_ABOUT THIS EXERCISE_
Look through the data that follows and copy each line with the string "paths".

Stored data entries:
========================
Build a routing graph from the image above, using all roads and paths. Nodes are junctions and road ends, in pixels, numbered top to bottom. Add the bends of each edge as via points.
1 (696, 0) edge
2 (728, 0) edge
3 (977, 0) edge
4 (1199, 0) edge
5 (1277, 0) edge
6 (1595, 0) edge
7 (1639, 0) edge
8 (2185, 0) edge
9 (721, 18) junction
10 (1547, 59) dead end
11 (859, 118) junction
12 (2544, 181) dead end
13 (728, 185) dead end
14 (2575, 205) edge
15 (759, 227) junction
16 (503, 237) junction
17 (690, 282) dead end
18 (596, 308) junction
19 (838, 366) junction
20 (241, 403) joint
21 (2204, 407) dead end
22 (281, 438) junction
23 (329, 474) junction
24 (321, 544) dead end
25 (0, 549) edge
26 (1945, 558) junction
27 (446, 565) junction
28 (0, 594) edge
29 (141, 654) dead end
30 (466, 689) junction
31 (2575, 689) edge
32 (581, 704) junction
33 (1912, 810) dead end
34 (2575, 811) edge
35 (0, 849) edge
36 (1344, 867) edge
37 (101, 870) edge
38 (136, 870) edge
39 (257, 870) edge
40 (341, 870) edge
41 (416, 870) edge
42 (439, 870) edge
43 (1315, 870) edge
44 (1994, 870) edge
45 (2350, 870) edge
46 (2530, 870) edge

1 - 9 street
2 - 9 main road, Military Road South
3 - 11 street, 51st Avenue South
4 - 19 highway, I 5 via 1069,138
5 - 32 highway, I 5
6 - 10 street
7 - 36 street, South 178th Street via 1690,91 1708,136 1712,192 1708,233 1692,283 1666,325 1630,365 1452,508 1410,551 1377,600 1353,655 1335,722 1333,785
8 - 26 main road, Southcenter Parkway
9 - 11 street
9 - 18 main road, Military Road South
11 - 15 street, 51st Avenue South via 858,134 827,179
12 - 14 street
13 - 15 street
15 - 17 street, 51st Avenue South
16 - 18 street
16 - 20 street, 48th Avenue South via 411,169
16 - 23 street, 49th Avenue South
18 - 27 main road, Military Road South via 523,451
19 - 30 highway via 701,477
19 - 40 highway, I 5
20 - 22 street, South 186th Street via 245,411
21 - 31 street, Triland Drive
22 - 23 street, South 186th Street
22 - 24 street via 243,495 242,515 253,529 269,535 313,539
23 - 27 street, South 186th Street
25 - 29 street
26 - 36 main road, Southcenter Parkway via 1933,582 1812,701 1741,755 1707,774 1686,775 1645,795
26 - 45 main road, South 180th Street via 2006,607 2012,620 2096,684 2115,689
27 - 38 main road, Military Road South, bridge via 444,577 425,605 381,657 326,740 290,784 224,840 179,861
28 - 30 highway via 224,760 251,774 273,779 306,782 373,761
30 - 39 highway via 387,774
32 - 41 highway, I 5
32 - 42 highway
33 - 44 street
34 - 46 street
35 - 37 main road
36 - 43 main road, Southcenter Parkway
========================
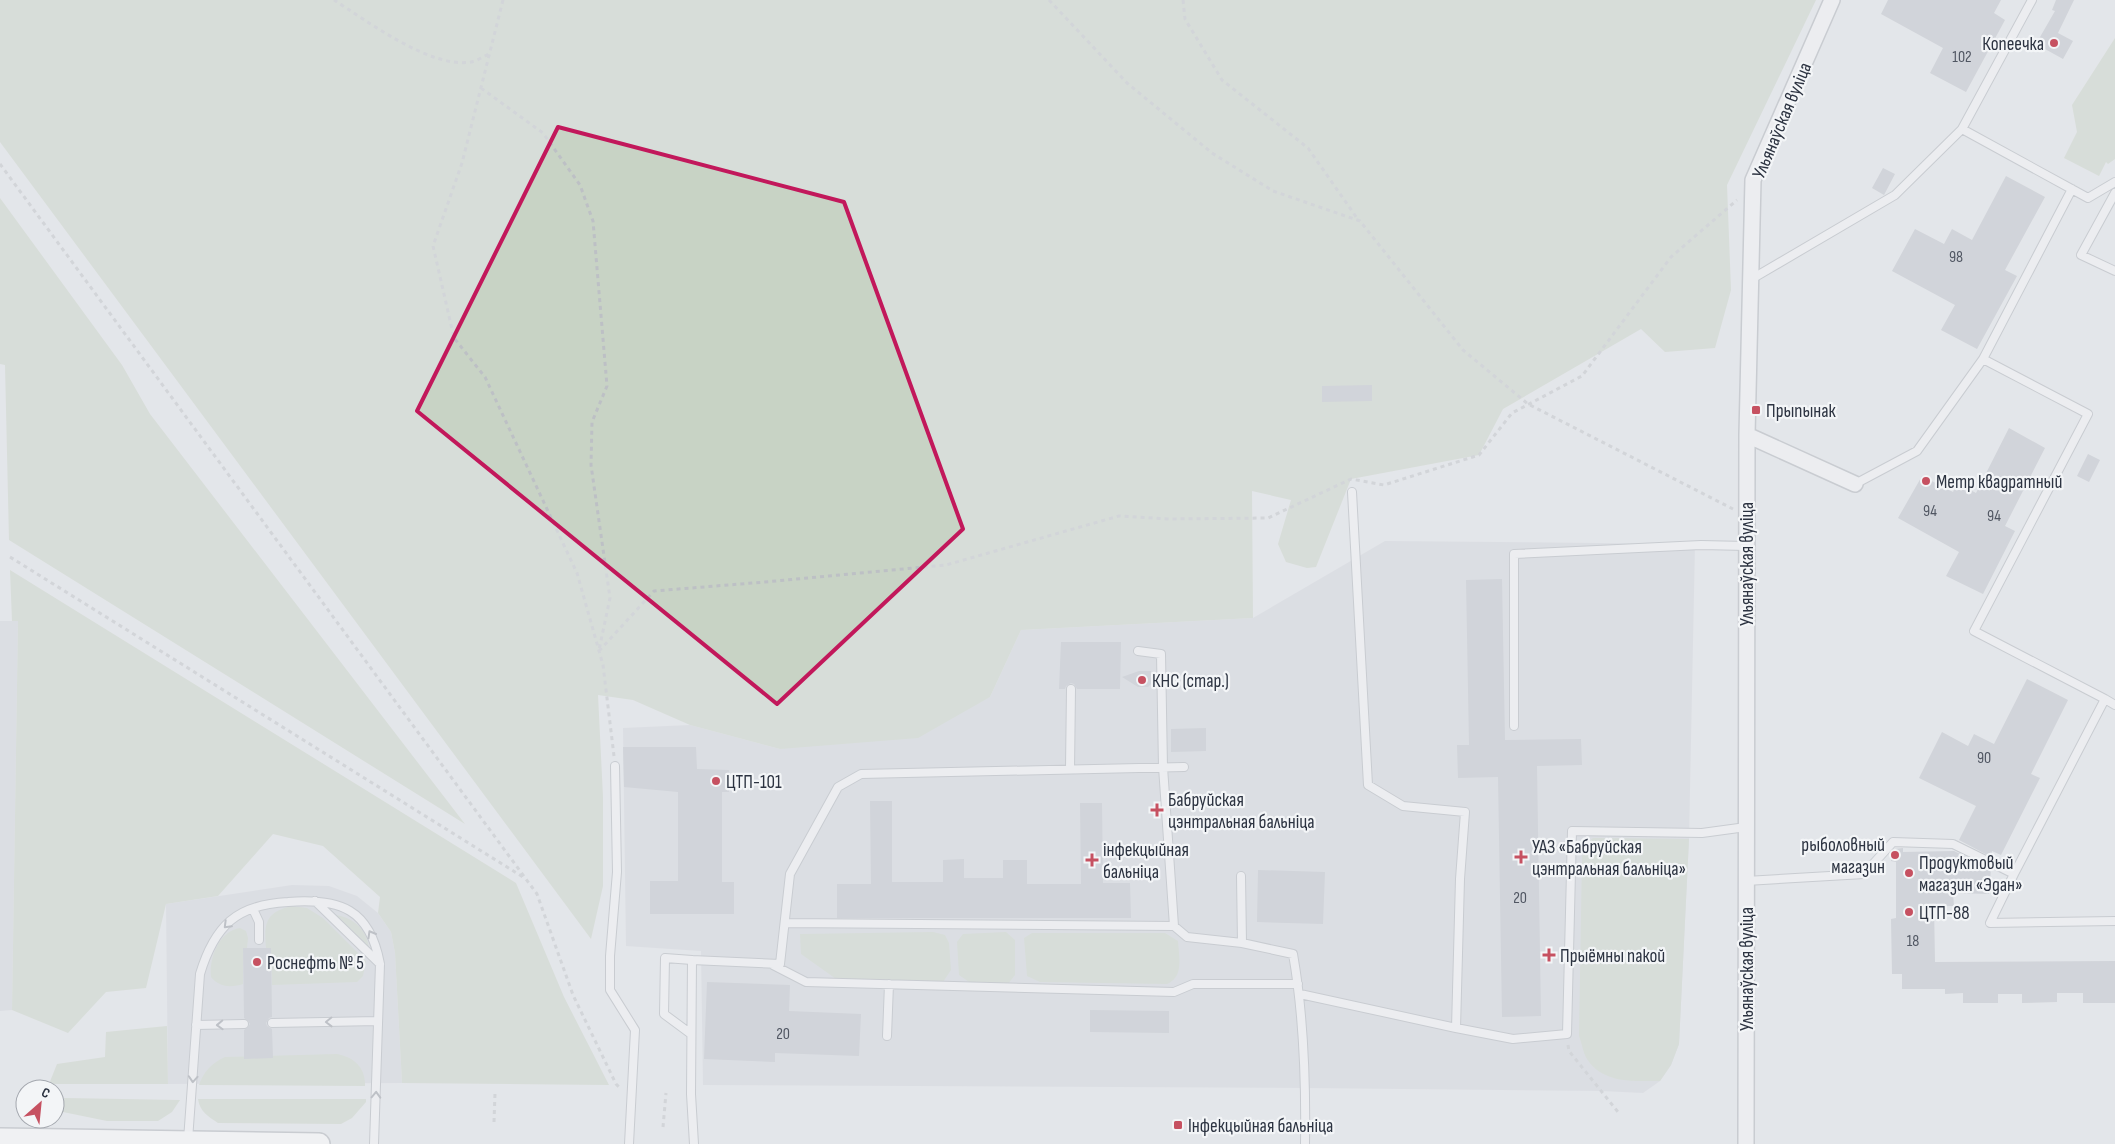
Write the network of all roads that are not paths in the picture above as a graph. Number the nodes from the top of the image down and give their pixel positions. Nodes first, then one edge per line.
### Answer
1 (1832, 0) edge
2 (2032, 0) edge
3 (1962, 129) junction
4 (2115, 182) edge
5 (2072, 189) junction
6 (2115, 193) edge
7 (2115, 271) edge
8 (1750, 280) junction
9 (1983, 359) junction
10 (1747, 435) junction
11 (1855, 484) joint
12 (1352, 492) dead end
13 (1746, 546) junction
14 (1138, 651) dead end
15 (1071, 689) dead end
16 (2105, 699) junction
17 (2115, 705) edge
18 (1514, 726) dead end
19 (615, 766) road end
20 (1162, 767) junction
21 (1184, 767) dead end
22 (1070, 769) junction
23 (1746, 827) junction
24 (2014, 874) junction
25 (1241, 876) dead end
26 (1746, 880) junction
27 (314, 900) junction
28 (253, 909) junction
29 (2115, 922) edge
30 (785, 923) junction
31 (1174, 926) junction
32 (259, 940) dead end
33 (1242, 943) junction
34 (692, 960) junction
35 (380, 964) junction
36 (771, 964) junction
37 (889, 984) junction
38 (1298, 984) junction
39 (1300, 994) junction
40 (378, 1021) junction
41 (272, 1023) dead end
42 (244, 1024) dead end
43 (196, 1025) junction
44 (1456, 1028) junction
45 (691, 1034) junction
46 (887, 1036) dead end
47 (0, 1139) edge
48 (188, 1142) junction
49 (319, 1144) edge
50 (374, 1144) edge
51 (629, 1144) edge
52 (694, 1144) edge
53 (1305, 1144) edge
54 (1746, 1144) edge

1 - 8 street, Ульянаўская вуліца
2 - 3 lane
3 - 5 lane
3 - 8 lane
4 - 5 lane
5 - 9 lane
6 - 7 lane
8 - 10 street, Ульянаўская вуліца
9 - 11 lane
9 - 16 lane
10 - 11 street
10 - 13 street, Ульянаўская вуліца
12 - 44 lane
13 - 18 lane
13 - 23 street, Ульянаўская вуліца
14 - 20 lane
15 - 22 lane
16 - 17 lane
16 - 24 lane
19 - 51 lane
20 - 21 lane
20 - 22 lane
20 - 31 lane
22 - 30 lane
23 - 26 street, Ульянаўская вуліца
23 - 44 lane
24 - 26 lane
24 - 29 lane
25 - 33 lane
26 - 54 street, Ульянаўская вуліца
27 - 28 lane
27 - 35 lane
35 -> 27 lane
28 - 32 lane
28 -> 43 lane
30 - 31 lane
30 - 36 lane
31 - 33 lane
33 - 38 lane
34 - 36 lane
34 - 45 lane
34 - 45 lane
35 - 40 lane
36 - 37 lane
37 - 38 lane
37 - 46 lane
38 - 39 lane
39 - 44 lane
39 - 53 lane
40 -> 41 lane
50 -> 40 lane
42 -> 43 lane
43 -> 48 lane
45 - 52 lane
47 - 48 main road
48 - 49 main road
========================
_FINISHED TASK_
Build a routing graph from the image above, using all roads and paths. Nodes are junctions and road ends, in pixels, numbered top to bottom. Add the bends of each edge as via points.
Write the network of all roads that are not paths in the picture above as a graph. Number the nodes from the top of the image down and give their pixel positions. Nodes first, then one edge per line.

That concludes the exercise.